Start of Block

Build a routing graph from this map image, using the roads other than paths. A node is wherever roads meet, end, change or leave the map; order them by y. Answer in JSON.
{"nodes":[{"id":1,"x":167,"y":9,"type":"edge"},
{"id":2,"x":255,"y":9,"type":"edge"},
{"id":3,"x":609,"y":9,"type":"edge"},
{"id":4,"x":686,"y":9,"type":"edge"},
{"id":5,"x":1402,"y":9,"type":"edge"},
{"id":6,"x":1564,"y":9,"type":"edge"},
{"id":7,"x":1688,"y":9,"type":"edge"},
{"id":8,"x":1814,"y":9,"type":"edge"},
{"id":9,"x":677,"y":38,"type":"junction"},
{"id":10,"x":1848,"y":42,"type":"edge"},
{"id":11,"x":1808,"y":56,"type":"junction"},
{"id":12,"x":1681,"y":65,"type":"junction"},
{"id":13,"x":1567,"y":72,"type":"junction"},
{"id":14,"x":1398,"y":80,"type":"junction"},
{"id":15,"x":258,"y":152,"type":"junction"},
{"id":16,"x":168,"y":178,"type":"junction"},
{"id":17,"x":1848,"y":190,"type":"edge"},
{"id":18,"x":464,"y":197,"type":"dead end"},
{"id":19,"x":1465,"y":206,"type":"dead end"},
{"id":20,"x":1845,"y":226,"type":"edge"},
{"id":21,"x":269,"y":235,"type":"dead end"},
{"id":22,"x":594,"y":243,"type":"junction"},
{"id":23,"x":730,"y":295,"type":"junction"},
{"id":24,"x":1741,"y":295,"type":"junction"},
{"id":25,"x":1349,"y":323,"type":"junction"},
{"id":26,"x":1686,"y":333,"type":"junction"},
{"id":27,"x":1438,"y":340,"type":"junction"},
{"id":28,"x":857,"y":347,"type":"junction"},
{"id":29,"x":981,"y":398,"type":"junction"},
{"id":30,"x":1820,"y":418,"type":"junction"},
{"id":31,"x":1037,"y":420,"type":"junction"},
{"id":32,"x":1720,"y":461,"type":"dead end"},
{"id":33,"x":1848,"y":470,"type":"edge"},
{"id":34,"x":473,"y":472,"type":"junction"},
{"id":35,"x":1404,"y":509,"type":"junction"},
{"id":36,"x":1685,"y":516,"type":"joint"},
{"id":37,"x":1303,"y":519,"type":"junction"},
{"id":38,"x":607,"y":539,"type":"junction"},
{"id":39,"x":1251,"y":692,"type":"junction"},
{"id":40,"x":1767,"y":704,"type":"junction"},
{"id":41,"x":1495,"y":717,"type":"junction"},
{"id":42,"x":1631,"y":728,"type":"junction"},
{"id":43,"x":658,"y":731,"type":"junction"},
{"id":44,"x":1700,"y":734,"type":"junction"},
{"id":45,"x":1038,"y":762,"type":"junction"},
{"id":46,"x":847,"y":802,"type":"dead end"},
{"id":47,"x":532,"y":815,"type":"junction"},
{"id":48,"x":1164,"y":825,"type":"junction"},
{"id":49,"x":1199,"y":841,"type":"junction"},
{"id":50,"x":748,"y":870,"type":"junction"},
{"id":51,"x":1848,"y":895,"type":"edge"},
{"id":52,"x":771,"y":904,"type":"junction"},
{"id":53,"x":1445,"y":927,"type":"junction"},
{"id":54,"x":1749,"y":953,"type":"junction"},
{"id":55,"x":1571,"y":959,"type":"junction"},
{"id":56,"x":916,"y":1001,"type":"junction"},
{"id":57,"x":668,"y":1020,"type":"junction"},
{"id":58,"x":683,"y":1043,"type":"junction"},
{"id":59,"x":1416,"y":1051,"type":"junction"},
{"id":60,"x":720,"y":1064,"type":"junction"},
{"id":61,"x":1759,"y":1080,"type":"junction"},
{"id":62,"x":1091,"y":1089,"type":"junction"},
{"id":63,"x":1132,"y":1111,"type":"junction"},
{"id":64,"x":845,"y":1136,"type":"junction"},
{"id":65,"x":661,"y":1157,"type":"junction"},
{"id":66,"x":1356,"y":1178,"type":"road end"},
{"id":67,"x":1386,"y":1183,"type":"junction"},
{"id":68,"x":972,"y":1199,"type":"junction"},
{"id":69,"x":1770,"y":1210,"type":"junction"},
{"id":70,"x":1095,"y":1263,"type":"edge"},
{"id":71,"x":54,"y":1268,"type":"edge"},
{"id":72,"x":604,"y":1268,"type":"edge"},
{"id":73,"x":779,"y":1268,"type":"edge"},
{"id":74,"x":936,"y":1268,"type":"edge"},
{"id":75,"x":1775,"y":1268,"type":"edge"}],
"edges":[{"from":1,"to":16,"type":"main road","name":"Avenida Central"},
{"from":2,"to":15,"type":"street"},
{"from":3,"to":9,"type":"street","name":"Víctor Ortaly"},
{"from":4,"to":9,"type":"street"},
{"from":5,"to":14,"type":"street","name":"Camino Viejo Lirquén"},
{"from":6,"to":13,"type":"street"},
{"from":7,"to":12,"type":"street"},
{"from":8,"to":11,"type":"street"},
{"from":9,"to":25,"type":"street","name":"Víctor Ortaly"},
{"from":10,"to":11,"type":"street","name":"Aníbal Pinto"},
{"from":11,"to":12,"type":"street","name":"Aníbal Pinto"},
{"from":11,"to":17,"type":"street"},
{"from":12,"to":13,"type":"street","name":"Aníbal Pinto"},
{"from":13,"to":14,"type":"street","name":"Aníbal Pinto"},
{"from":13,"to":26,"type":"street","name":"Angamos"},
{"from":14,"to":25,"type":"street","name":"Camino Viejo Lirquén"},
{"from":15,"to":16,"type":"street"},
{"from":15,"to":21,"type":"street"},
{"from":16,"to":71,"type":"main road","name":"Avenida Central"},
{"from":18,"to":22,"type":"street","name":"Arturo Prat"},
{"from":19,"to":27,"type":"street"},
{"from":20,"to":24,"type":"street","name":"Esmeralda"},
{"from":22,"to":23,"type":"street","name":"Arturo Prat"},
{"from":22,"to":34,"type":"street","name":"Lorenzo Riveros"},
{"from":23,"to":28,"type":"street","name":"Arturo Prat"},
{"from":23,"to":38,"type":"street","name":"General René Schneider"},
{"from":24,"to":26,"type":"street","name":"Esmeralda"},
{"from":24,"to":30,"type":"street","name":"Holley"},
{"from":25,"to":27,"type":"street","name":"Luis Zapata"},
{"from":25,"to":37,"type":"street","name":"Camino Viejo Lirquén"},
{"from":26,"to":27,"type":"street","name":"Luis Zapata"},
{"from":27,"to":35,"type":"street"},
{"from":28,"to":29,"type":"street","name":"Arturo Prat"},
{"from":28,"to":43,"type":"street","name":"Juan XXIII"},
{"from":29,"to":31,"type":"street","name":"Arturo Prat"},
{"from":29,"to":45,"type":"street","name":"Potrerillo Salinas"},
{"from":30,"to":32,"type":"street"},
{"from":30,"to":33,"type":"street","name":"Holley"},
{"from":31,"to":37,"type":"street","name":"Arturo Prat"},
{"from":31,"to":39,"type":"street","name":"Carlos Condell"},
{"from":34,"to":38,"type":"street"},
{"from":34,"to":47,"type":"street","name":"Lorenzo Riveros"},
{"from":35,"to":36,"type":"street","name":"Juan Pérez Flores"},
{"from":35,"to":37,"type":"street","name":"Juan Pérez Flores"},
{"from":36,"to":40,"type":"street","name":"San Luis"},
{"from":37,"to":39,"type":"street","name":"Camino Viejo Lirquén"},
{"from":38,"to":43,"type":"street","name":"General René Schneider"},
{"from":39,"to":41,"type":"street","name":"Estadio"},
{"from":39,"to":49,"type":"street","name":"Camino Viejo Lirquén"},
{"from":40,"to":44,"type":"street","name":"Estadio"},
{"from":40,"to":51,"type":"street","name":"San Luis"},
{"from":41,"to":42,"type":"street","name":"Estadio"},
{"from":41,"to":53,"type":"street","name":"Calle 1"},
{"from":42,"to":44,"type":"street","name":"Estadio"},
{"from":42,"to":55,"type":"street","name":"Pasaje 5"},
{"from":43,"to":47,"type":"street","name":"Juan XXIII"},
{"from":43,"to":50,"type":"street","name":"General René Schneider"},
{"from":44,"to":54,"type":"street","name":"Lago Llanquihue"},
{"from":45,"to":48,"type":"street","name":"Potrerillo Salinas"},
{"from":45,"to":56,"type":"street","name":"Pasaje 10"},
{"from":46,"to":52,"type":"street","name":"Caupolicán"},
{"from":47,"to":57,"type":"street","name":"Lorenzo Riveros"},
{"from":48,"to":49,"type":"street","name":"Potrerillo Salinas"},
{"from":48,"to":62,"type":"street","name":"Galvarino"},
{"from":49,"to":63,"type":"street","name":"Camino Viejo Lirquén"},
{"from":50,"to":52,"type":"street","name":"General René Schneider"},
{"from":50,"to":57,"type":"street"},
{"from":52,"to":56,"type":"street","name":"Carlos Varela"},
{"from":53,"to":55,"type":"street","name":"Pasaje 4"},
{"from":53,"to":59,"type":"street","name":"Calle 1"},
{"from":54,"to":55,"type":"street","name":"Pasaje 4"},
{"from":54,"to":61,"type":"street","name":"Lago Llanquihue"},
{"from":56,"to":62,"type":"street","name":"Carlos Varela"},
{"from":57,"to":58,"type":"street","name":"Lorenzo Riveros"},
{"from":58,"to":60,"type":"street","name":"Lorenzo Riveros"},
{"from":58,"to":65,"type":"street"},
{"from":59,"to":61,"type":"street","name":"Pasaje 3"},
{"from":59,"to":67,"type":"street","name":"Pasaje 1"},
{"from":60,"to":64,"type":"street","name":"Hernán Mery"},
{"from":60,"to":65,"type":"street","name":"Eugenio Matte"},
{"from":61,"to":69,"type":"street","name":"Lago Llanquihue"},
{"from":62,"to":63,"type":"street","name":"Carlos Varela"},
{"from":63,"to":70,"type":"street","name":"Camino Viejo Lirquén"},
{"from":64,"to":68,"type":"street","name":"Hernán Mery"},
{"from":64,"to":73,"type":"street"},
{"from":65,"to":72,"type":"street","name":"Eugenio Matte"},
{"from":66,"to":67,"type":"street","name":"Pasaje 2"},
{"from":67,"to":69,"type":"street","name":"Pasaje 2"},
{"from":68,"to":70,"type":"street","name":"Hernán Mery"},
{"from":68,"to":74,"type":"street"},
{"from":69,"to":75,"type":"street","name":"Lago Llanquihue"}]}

End of Block

**Your goal**
Your answer must be a copy of every line in the data above that holds the string "Flores".

**Exercise output**
{"from":35,"to":36,"type":"street","name":"Juan Pérez Flores"},
{"from":35,"to":37,"type":"street","name":"Juan Pérez Flores"},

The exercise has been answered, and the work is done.